Known limitations, issues, and workarounds

Edit online

This topic describes the currently known issues, limitations, and workarounds for the IBM Verify Identity Governance - Container.

Known issues in version 11.0.0.0

This section lists the known issues and limitations in IBM Verify Identity Governance - Container version 11.0.0.0.

  • In the Operational Visibility Dashboard, Certification request donut charts do not show pending requests for which the initiate date has surpassed the filter date.

    For example: Consider a scenario that the campaign is initiated on 1-May with a duration of 60 days. On 1-May, the campaign requests are pending and correctly displayed on the dashboard. On 15-May, if the filter is set to 7 days, then no data is displayed (even though the requests are still pending). This is because the campaign was not initiated in the past 7 days, and hence it is not displayed on the dashboard.

  • Known limitation: In the Operational Visibility Dashboard, the Onboarded Count is not updated in User lifecyle Stats and User lifecycle Trends when Users are loaded from HR Feed, even when users are created successfully.

    Note that these fields only show the count of users which are created from Administration Console. The Operational Visibility Dashboard supports only the updates that are managed through the lifecycle workflows in the product. Any user created directly in LDAP without using workflows is not included in the counts on the Operational Visibility Dashboard.

  • In the Analytics DashboardAnalytics Risk RulesSelf Certification section, the remediation does not work if the access is removed from ISC or Console from user or its disabled from console.
  • In the Analytics DashboardAll Violations section, the Trend violation count may sometimes not match with the actual violation count.
  • Some of the known issues related to Access Control Interfaces (ACIs):
    • ACI is currently not available for the user interface.
    • Note that an ACI created for the Org/ Dynamic Role is automatically applied to the Application Org / Dynamic Role as well.

      Workaround: If you want to apply the ACI to only the Org/ Dynamic Role, you need to add the following filter: (!(objectclass=erapplicationroleitem)).

  • In the Analytics Dashboard, if multiple policies are present, then the percentages on the donut charts may get overlapped irrespective of the zoom size.
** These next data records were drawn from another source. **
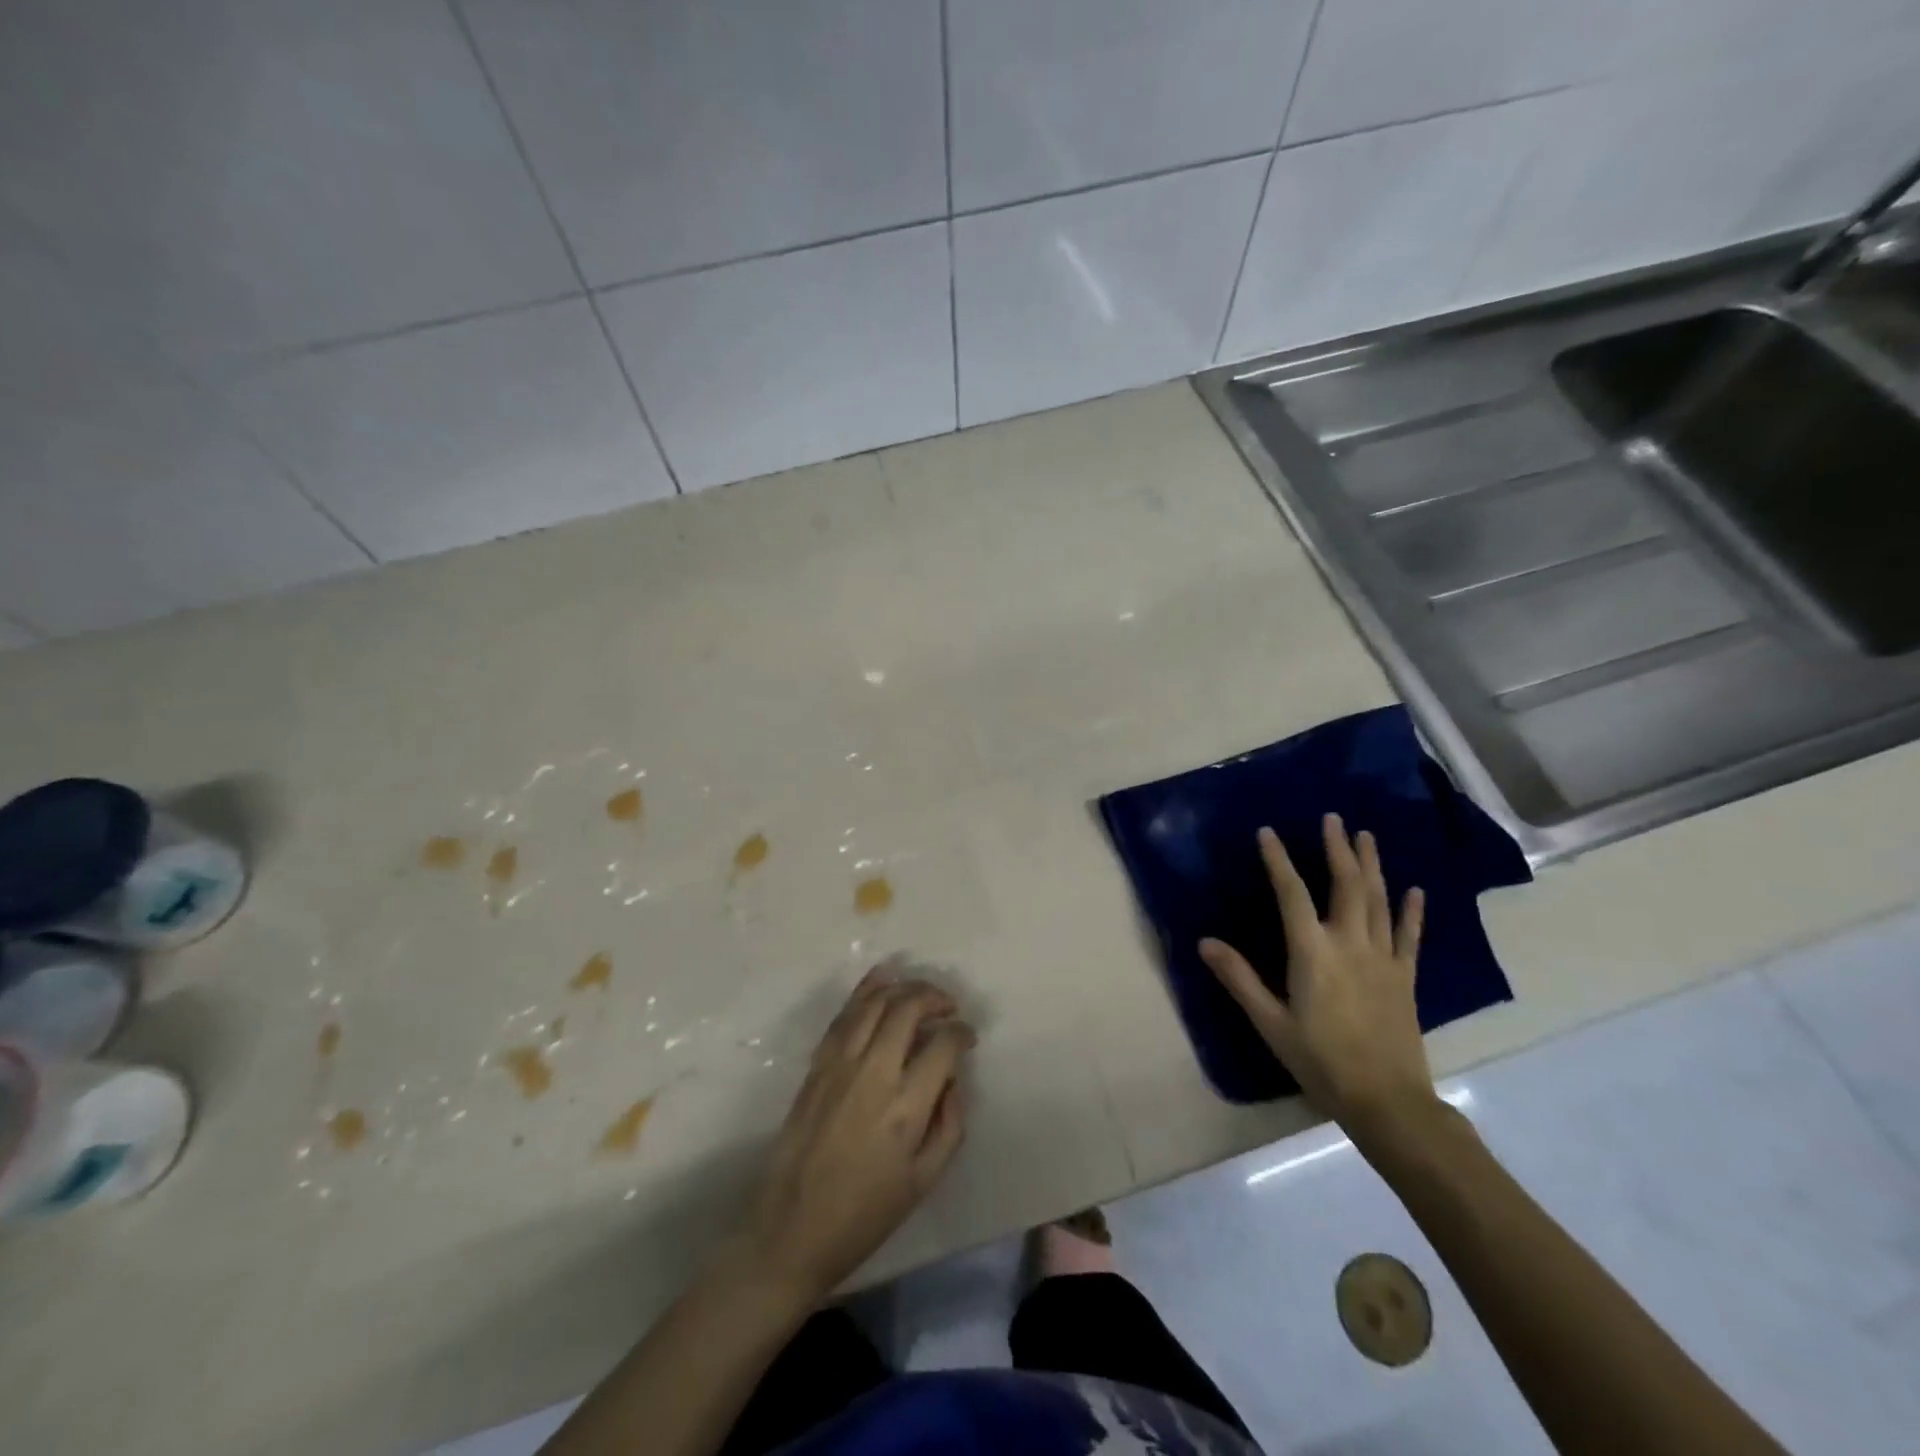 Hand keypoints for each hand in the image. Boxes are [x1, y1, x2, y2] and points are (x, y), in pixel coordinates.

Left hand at [734, 969, 972, 1304]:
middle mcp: (874, 1073)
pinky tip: (881, 979)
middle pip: (908, 1009)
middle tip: (948, 1007)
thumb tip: (953, 1078)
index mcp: (905, 1107)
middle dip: (935, 998)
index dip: (962, 1033)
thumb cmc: (865, 1214)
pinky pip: (844, 1015)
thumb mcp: (924, 1181)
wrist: (792, 1230)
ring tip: (921, 993)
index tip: (967, 1037)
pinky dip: (865, 990)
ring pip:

Also, in this case, some of the legends for donuts are may not be displayed.
  • The "Full screen" option does not work for the donut chart widgets.
  • The Risk Owner approvals are not triggered appropriately when multiple inflight requests submitted for same requestee. Similarly, the Approver may not see the correct risk information for multiple inflight requests submitted for same requestee.
  • Ability to filter accesses using Linked/Not Linked option from Business ActivitiesAdd Permission screen is currently not available.
  • Ability to add risks to mitigation from Mitigation ControlView Risks section is currently not available.
  • Application Roles are not added into Provisioning Policy Member roles.
  • Role Scheduling is not supported.
  • New Role functionality is not available via SOAP APIs (that is, currently it does not support backward compatibility).
  • While assigning user to role, "assignment attribute values" cannot be set.
  • Analytics Engine currently does not support deployment on Microsoft Windows platform.
  • In the online documentation, some topics may have formatting issues or typographical issues. Some topics may use legacy nomenclature. These issues are being addressed and documentation is being updated on an ongoing basis.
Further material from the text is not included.